In the present study, inter-rater agreement was high for FBB (Fleiss k = 0.86) and FMM (Fleiss k = 0.78). The results are consistent with previous studies in which the inter-reader agreement was high in FBB (k = 0.89–0.94)7 and FMM (Fleiss k = 0.63–0.83)10.
High agreement rates were found between FBB and FMM in visual assessment (94.4%) and SUVR cut-off categorization (98.1%). The concordance rates for Aβ positivity among 18F-ligands have not yet been extensively evaluated in direct comparison studies. However, the results of the present study were supported by our previous work showing the spatial distribution of increased FMM uptake was similar to FBB11. In addition, FMM and FBB were highly correlated (R2 = 0.97) and showed similar dynamic ranges (slope = 0.99). Notably, the SUVR cut-off values (1.1 for FBB and 1.03 for FMM) using Whole cerebellum (WC) as the reference region were different from SUVR cut-offs proposed in previous studies (0.96 for FBB4 and 1.23 for FMM12). The discrepancy might be explained by the differences in target cortical regions, tools used for analysis, and the method of developing SUVR cut-offs (iterative outlier method with old controls (OCs) in this study compared with the receiver operating characteristic method in previous studies). When using the SUVR cut-off categorization, only two cases of Aβ positivity mismatch were observed between the two ligands although SUVR cut-off categorization values were determined for different participants.

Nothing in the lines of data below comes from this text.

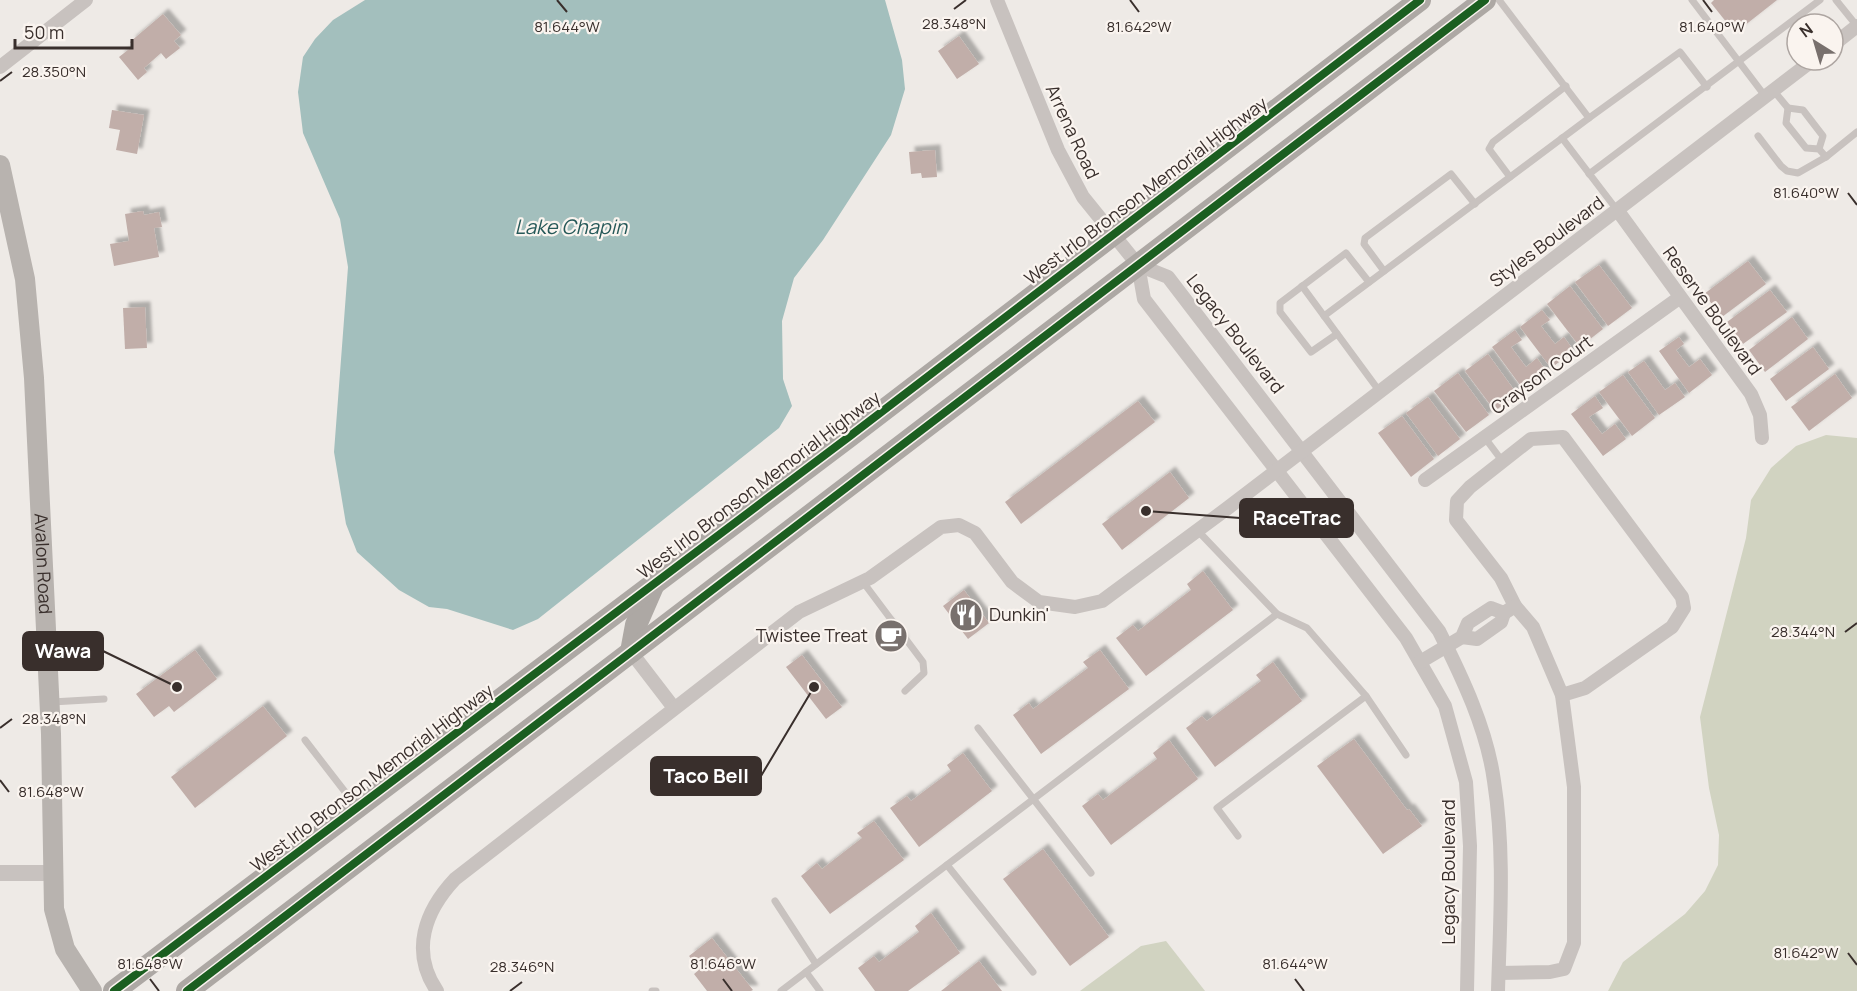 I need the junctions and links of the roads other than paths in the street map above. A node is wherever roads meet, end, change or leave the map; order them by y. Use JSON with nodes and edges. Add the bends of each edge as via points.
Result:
{"nodes":[{"id":1,"x":86,"y":0,"type":"edge"},
{"id":2,"x":997,"y":0,"type":"edge"},
{"id":3,"x":1420,"y":0,"type":"edge"},
{"id":4,"x":1485,"y":0,"type":"edge"},
{"id":5,"x":1499,"y":0,"type":"edge"},
{"id":6,"x":1692,"y":0,"type":"edge"},
{"id":7,"x":1820,"y":0,"type":"edge"},
{"id":8,"x":1836,"y":0,"type":"edge"},
{"id":9,"x":1857,"y":27,"type":"edge"},
{"id":10,"x":1739,"y":63,"type":"junction"},
{"id":11,"x":0,"y":67,"type":"edge"},
{"id":12,"x":1797,"y":72,"type":"edge"},
{"id":13,"x":1566,"y":86,"type":"junction"},
{"id":14,"x":1707,"y":87,"type":"junction"},
{"id":15,"x":1769,"y":93,"type":"junction"},
{"id":16,"x":1788,"y":108,"type":"junction"},
{"id":17,"x":1589,"y":118,"type":"junction"},
{"id":18,"x":1857,"y":132,"type":"edge"},
{"id":19,"x":1758,"y":136,"type":"dead end"},
{"id":20,"x":1562,"y":138,"type":"junction"},
{"id":21,"x":1820,"y":149,"type":"junction"},
{"id":22,"x":1826,"y":157,"type":"junction"},
{"id":23,"x":0,"y":165,"type":"edge"},
{"id":24,"x":1589,"y":174,"type":"junction"},
{"id":25,"x":1510,"y":177,"type":"junction"},
{"id":26,"x":1475,"y":204,"type":"junction"},
{"id":27,"x":1618,"y":211,"type":"junction"},
{"id":28,"x":1112,"y":236,"type":"junction"},
{"id":29,"x":1138,"y":265,"type":"junction"},
{"id":30,"x":1384,"y":271,"type":"junction"},
{"id":31,"x":1369,"y":282,"type":"junction"},
{"id":32,"x":1302,"y":286,"type":"junction"},
{"id":33,"x":1679,"y":298,"type":"junction"},
{"id":34,"x":1324,"y":316,"type":"junction"},
{"id":35,"x":1337,"y":333,"type":"junction"},
{"id":36,"x":1380,"y":392,"type":"junction"},
{"id":37,"x":1485,"y":438,"type":"junction"},
{"id":38,"x":1762,"y":438,"type":"dead end"},
{"id":39,"x":1302,"y":451,"type":"junction"},
{"id":40,"x":1503,"y":462,"type":"junction"},
{"id":41,"x":1277,"y":471,"type":"junction"},
{"id":42,"x":1425,"y":480,"type":"dead end"},
{"id":43,"x":1198,"y":531,"type":"junction"},
{"id":44,"x":863,"y":582,"type":"junction"},
{"id":45,"x":653,"y":584,"type":"junction"},
{"id":46,"x":1509,"y":609,"type":"junction"},
{"id":47,"x":1277,"y":614,"type":"junction"},
{"id":48,"x":1446,"y":646,"type":"junction"},
{"id":49,"x":631,"y":652,"type":"junction"},
{"id":50,"x":1420,"y":662,"type":"junction"},
{"id":51,"x":904,"y":691,"type":"dead end"},
{"id":52,"x":1562,"y":695,"type":"junction"},
{"id":53,"x":1366,"y":696,"type":"junction"},
{"id":54,"x":104,"y":699,"type":"dead end"},
{"id":55,"x":50,"y":702,"type":"junction"},
{"id":56,"x":674,"y":708,"type":"junction"},
{"id":57,"x":978,"y":728,"type":"dead end"},
{"id":58,"x":305,"y":740,"type":"dead end"},
{"id":59,"x":1406,"y":755,"type":"dead end"},
{"id":60,"x":1032,"y":800,"type":"junction"},
{"id":61,"x":357,"y":808,"type":"junction"},
{"id":62,"x":1238,"y":836,"type":"dead end"},
{"id":63,"x":947,"y":864,"type":"junction"},
{"id":64,"x":0,"y":873,"type":"edge"},
{"id":65,"x":52,"y":873,"type":"junction"},
{"id":66,"x":1091,"y":873,"type":"dead end"},
{"id":67,"x":775,"y":901,"type":"dead end"},
{"id":68,"x":816,"y":964,"type":"junction"},
{"id":69,"x":806,"y":972,"type":"junction"},
{"id":70,"x":1033,"y":972,"type":"dead end"},
{"id":71,"x":1499,"y":973,"type":"junction"},
{"id":72,"x":92,"y":991,"type":"edge"},
{"id":73,"x":114,"y":991,"type":"edge"},
{"id":74,"x":186,"y":991,"type":"edge"},
{"id":75,"x":437,"y":991,"type":"edge"},
{"id":76,"x":781,"y":991,"type":"edge"},
{"id":77,"x":820,"y":991,"type":"edge"},
{"id":78,"x":1467,"y":991,"type":"edge"},
{"id":79,"x":1498,"y":991,"type":"edge"}],
"edges":[{"from":1,"to":11,"type":"street"},
{"from":2,"to":28,"type":"street","name":"Arrena Road","via":[[1058,150],[1083,197]]},
{"from":3,"to":28,"type":"highway","name":"West Irlo Bronson Memorial Highway"},
{"from":4,"to":29,"type":"highway"},
{"from":5,"to":13,"type":"lane"},
{"from":6,"to":10,"type":"lane"},
{"from":7,"to":10,"type":"lane"},
{"from":8,"to":9,"type":"lane"},
{"from":10,"to":14,"type":"lane"},
{"from":10,"to":15,"type":"lane"},
{"from":12,"to":15,"type":"street","name":"Styles Boulevard"},
{"from":13,"to":17,"type":"lane"},
{"from":13,"to":25,"type":"lane","via":[[1493,142],[1490,149]]},
{"from":14,"to":17,"type":"lane","via":[[1680,52]]},
{"from":14,"to":24,"type":"lane"},
{"from":15,"to":16,"type":"lane"},
{"from":15,"to":27,"type":"street","name":"Styles Boulevard"},
{"from":16,"to":21,"type":"lane","via":[[1786,123],[1806,148]]},
{"from":16,"to":21,"type":"lane","via":[[1803,110],[1823,136]]},
{"from":17,"to":20,"type":"lane"},
{"from":18,"to":22,"type":"lane"},
{"from":19,"to":22,"type":"lane","via":[[1787,171],[1798,173]]},
{"from":20,"to":24,"type":"lane"},
{"from":20,"to":25,"type":"lane"},
{"from":21,"to":22,"type":"lane"},
{"from":23,"to":55,"type":"main road","name":"Avalon Road","via":[[17,234],[30,330]]},
{"from":24,"to":27,"type":"lane"},
{"from":25,"to":26,"type":"lane"},
{"from":26,"to":30,"type":"lane"},
{"from":26,"to":30,"type":"lane","via":[[1451,174],[1365,238],[1364,244]]},
{"from":27,"to":33,"type":"street","name":"Reserve Boulevard"},
{"from":27,"to":36,"type":"street","name":"Styles Boulevard"},
{"from":28,"to":29,"type":"street","name":"Arrena Road"},
{"from":28,"to":45,"type":"highway","name":"West Irlo Bronson Memorial Highway"},
{"from":29,"to":39,"type":"street","name":"Legacy Boulevard","via":[[1168,277]]},
{"from":29,"to":41,"type":"street","name":"Legacy Boulevard","via":[[1144,299]]},
{"from":29,"to":49,"type":"highway"},
{"from":30,"to":31,"type":"lane"},
{"from":31,"to":32,"type":"lane","via":[[1346,253]]},
{"from":31,"to":34,"type":"lane"},
{"from":32,"to":34,"type":"lane"},
{"from":32,"to":35,"type":"lane","via":[[1280,303],[1280,312],[1311,352]]},
{"from":33,"to":37,"type":"street","name":"Crayson Court"},
{"from":33,"to":38,"type":"street","name":"Reserve Boulevard","via":[[1750,394],[1760,415]]},
{"from":34,"to":35,"type":"lane"},
{"from":35,"to":36,"type":"lane"},
{"from":36,"to":39,"type":"street","name":"Styles Boulevard"},
{"from":37,"to":40,"type":"lane"},
{"from":37,"to":42,"type":"street","name":"Crayson Court"},
{"from":39,"to":41,"type":"street","name":"Styles Boulevard"},
{"from":39,"to":48,"type":"street","name":"Legacy Boulevard","via":[[1439,631]]},
{"from":40,"to":46,"type":"street","via":[[1457,501],[1455,520],[1501,578]]},
{"from":40,"to":52,"type":"street","via":[[1531,439],[1563,437],[1682,597],[1684,608],[1672,627],[1584,688]]},
{"from":41,"to":43,"type":"street","name":"Styles Boulevard"},
{"from":41,"to":50,"type":"street","name":"Legacy Boulevard","via":[[1406,638]]},
{"from":43,"to":44,"type":"street","name":"Styles Boulevard","via":[[1114,594],[1075,607],[1049,605],[1028,596],[1012,582],[975,533],[959,525],[941,527]]},
{"from":43,"to":47,"type":"lane"},
{"from":44,"to":51,"type":"lane","via":[[923,662],[924,673]]},
{"from":44,"to":56,"type":"street","name":"Styles Boulevard","via":[[799,612]]},
{"from":45,"to":49,"type":"highway","via":[[636,626]]},
{"from":45,"to":61,"type":"highway","name":"West Irlo Bronson Memorial Highway"},
{"from":46,"to":48,"type":"street","via":[[1501,622],[1477,639],[1462,637]]},
{"from":46,"to":52,"type":"street","via":[[1533,627]]},
{"from":47,"to":53,"type":"lane","via":[[1307,628]]},
{"from":47,"to":60,"type":"lane"},
{"from":48,"to":50,"type":"street"},
{"from":48,"to":71,"type":"street","name":"Legacy Boulevard","via":[[1469,692],[1494,779],[1502,865]]},
{"from":49,"to":56,"type":"street"},
{"from":49,"to":74,"type":"highway"},
{"from":50,"to":78,"type":"street","name":"Legacy Boulevard","via":[[1445,706],[1466,782],[1470,846]]},
{"from":52,"to":71,"type":"street","via":[[1574,787],[1574,944],[1564,969]]},
{"from":53,"to":59,"type":"lane"},
{"from":53,"to":62,"type":"lane","via":[[1217,808]]},
{"from":54,"to":55,"type":"lane"},
{"from":55,"to":65,"type":"main road","name":"Avalon Road"},
{"from":56,"to":75,"type":"street","name":"Styles Boulevard","via":[[518,828],[445,890],[429,915],[422,943],[425,967]]},
{"from":57,"to":60,"type":"lane"},
{"from":58,"to":61,"type":"lane"},
{"from":60,"to":63,"type":"lane"},
{"from":60,"to":66,"type":"lane"},
{"from":61,"to":73,"type":"highway","name":"West Irlo Bronson Memorial Highway"},
{"from":63,"to":68,"type":"lane"},
{"from":63,"to":70,"type":"lane"},
{"from":64,"to":65,"type":"street"},
{"from":65,"to":72,"type":"main road","name":"Avalon Road","via":[[60,937],[71,962]]},
{"from":67,"to":68,"type":"lane"},
{"from":68,"to":69,"type":"lane"},
{"from":69,"to":76,"type":"lane"},
{"from":69,"to":77,"type":"lane"},
{"from":71,"to":79,"type":"street","name":"Legacy Boulevard"}]}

In addition, both FBB and FMM showed high concordance rates between visual assessment and SUVR cut-off categorization for Aβ deposits (93.5% in FBB and 91.6% in FMM). The findings were consistent with previous studies in which the accuracies of visual assessment and quantitative assessment in evaluating Aβ positivity were comparable2,3. FBB (91%–96%)4 and FMM (95.3%)13 showed high agreement between visual assessment and SUVR quantification. In a previous study, disagreement among cases was possibly explained by severe brain atrophy13, however, severe atrophy was not observed in the present study. Most of the discrepancies between visual assessment and SUVR results were due to amyloid focal uptake in both FBB and FMM as shown in Fig. 2 case 4.
In the present study, based on visual assessment or SUVR cut-off categorization as SoT, both FBB and FMM showed low false-positive and false-negative rates. When the two ligands were compared based on visual assessment results as SoT, although not statistically significant, false-positive rates (visual assessment-negative, SUVR-positive, 5.6% for FBB and 7.4% for FMM) were greater than the false-negative rates (visual assessment-positive, SUVR-negative, 4.3% for FBB and 2.1% for FMM). The SUVRs in all false-positive cases were near cut-off values. All false-positive FBB cases also overlapped with FMM, therefore, these false-positive cases are likely true-positive although the visual interpretation of FBB and FMM imaging showed high sensitivity and specificity in detecting Aβ plaques14,15. Due to improved sensitivity and specificity, quantitative assessment is considered more accurate than visual assessment16. Therefore, visually assessed false-positive cases should be followed up to determine whether they clinically progress or a follow-up Aβ PET becomes positive.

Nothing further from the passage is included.